• _Description of the task_:
Where a line of the records contains the word "points", show that line.

Excerpts from a dataset:
● ● ● ● ● ● ●

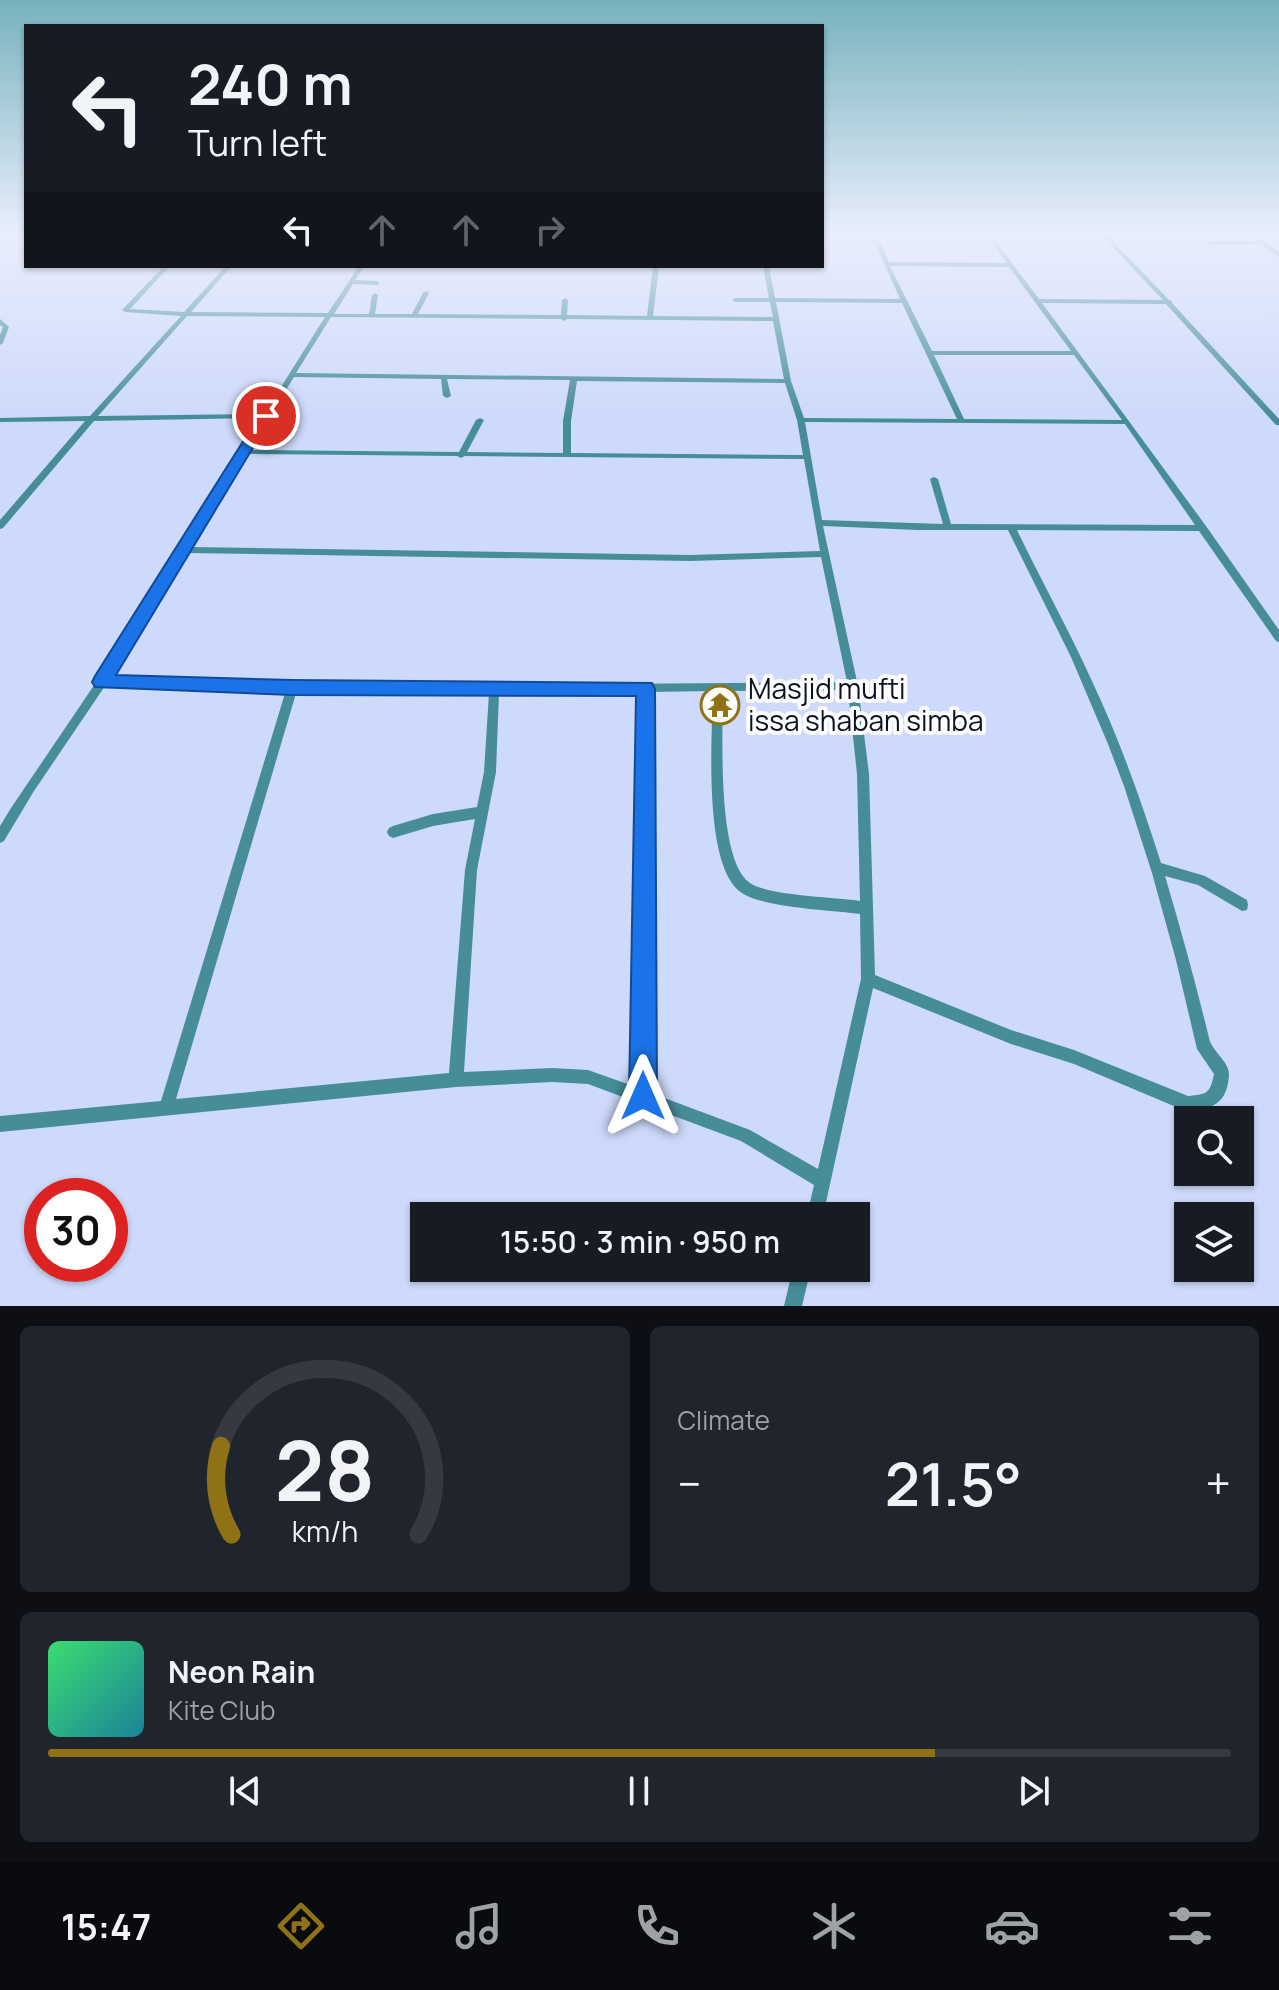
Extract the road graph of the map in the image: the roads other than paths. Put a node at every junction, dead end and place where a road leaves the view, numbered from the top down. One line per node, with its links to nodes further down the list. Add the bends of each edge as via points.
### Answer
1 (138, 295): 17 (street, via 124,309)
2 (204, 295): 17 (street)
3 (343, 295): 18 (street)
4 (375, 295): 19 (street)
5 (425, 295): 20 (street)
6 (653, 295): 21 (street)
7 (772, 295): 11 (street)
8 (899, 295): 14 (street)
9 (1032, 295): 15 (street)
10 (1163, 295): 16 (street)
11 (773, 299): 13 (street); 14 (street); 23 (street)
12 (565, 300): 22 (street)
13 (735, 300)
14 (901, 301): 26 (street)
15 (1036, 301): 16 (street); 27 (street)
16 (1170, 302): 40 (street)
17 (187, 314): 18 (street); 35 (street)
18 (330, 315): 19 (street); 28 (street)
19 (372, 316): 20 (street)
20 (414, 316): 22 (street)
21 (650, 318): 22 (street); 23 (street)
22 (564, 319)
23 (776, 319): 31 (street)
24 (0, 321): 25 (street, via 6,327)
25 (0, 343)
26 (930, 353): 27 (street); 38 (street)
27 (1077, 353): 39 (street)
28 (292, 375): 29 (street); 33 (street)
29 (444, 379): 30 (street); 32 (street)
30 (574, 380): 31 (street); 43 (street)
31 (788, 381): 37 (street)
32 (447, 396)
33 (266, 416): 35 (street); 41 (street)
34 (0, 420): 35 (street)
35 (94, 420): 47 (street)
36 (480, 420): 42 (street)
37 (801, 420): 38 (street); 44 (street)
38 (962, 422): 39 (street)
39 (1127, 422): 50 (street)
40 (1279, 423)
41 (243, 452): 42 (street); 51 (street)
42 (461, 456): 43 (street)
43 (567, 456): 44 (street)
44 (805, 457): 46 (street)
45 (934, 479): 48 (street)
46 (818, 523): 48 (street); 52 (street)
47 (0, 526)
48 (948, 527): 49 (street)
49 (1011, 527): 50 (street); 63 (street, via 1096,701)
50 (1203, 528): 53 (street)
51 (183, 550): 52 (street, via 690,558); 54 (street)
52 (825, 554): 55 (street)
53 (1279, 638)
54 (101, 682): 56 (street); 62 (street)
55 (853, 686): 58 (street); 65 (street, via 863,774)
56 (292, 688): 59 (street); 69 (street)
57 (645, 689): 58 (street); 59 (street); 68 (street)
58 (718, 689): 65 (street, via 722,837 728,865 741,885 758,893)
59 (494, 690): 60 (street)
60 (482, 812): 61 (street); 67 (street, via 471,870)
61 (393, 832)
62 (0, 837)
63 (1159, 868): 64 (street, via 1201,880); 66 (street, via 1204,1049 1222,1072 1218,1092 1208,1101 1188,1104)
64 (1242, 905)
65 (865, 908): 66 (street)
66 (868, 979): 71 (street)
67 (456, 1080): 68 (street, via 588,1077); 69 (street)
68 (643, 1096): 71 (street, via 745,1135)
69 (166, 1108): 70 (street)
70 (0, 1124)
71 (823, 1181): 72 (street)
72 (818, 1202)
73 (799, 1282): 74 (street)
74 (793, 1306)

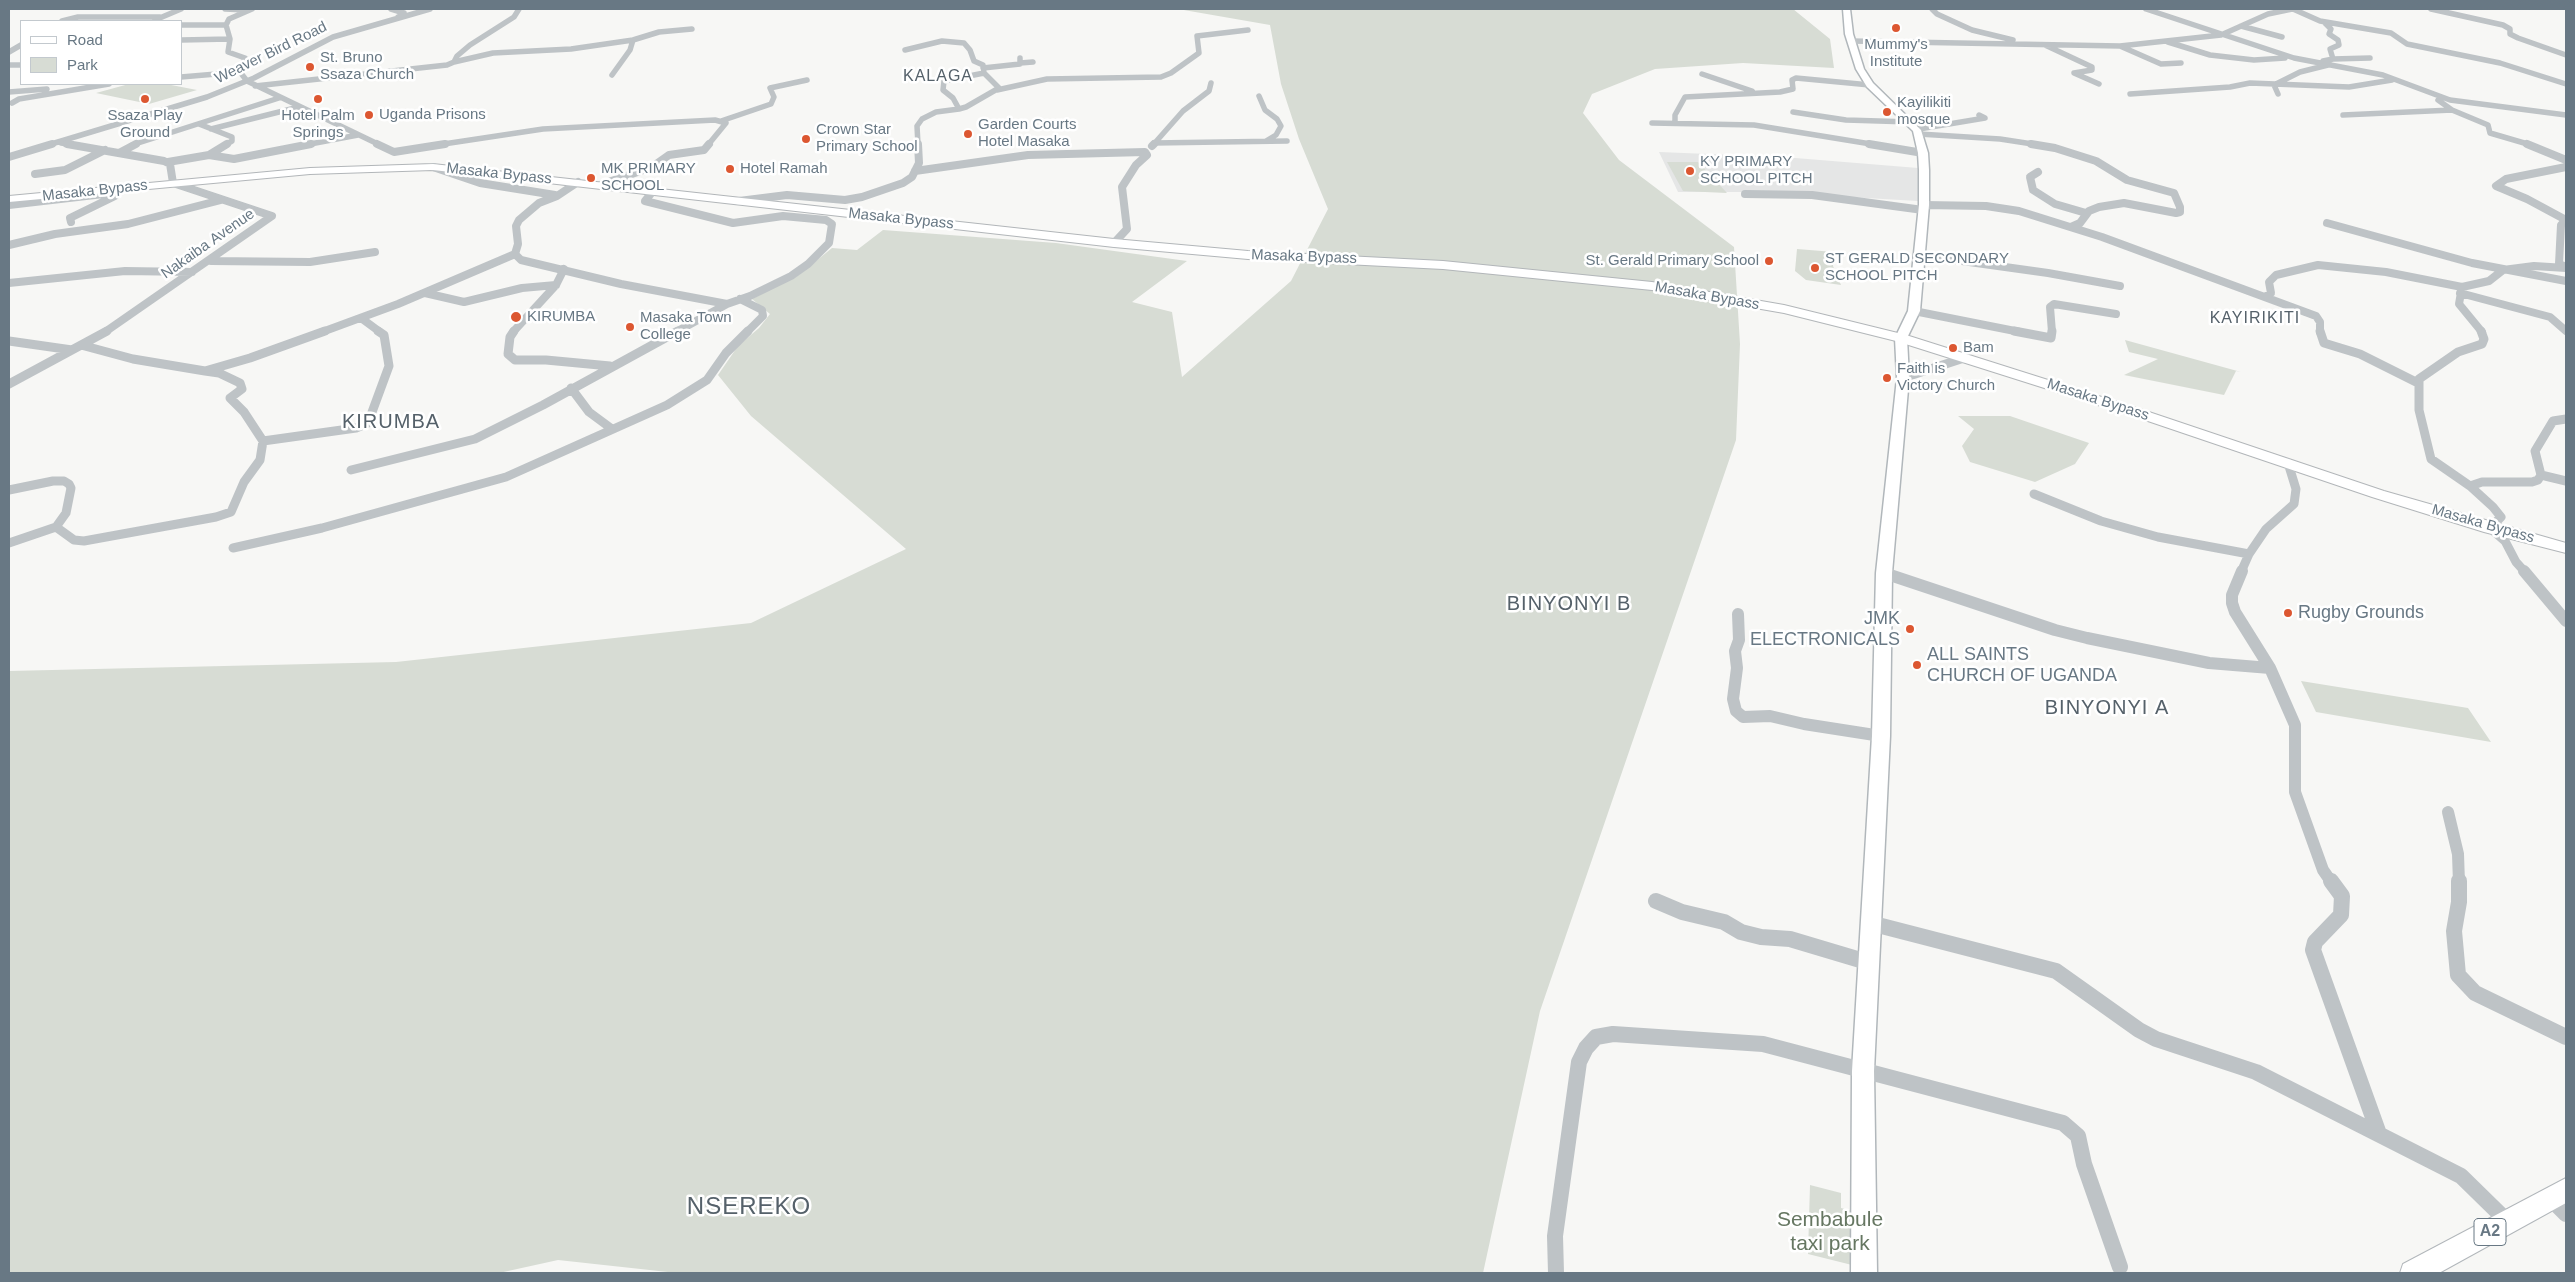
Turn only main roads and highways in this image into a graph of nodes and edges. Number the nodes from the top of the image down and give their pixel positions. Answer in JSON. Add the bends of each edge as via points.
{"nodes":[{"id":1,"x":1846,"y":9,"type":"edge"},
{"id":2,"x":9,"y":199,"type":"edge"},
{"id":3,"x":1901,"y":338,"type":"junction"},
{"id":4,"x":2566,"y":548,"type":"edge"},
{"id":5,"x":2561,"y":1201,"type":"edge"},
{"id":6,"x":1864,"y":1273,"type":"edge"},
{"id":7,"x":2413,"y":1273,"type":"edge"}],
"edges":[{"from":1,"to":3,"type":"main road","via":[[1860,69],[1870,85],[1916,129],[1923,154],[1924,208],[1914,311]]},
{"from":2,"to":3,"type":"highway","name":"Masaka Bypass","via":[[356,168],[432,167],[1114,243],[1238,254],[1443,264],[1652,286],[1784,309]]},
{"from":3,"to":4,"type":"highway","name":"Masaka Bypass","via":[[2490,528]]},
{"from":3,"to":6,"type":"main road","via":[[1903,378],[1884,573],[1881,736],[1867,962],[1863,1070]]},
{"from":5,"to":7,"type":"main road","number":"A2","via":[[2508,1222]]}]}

● ● ● ● ● ● ●

• _Solution_:
Extract the road graph of the map in the image: the roads other than paths. Put a node at every junction, dead end and place where a road leaves the view, numbered from the top down. One line per node, with its links to nodes further down the list. Add the bends of each edge as via points.
Turn only main roads and highways in this image into a graph of nodes and edges. Number the nodes from the top of the image down and give their pixel positions. Answer in JSON. Add the bends of each edge as via points.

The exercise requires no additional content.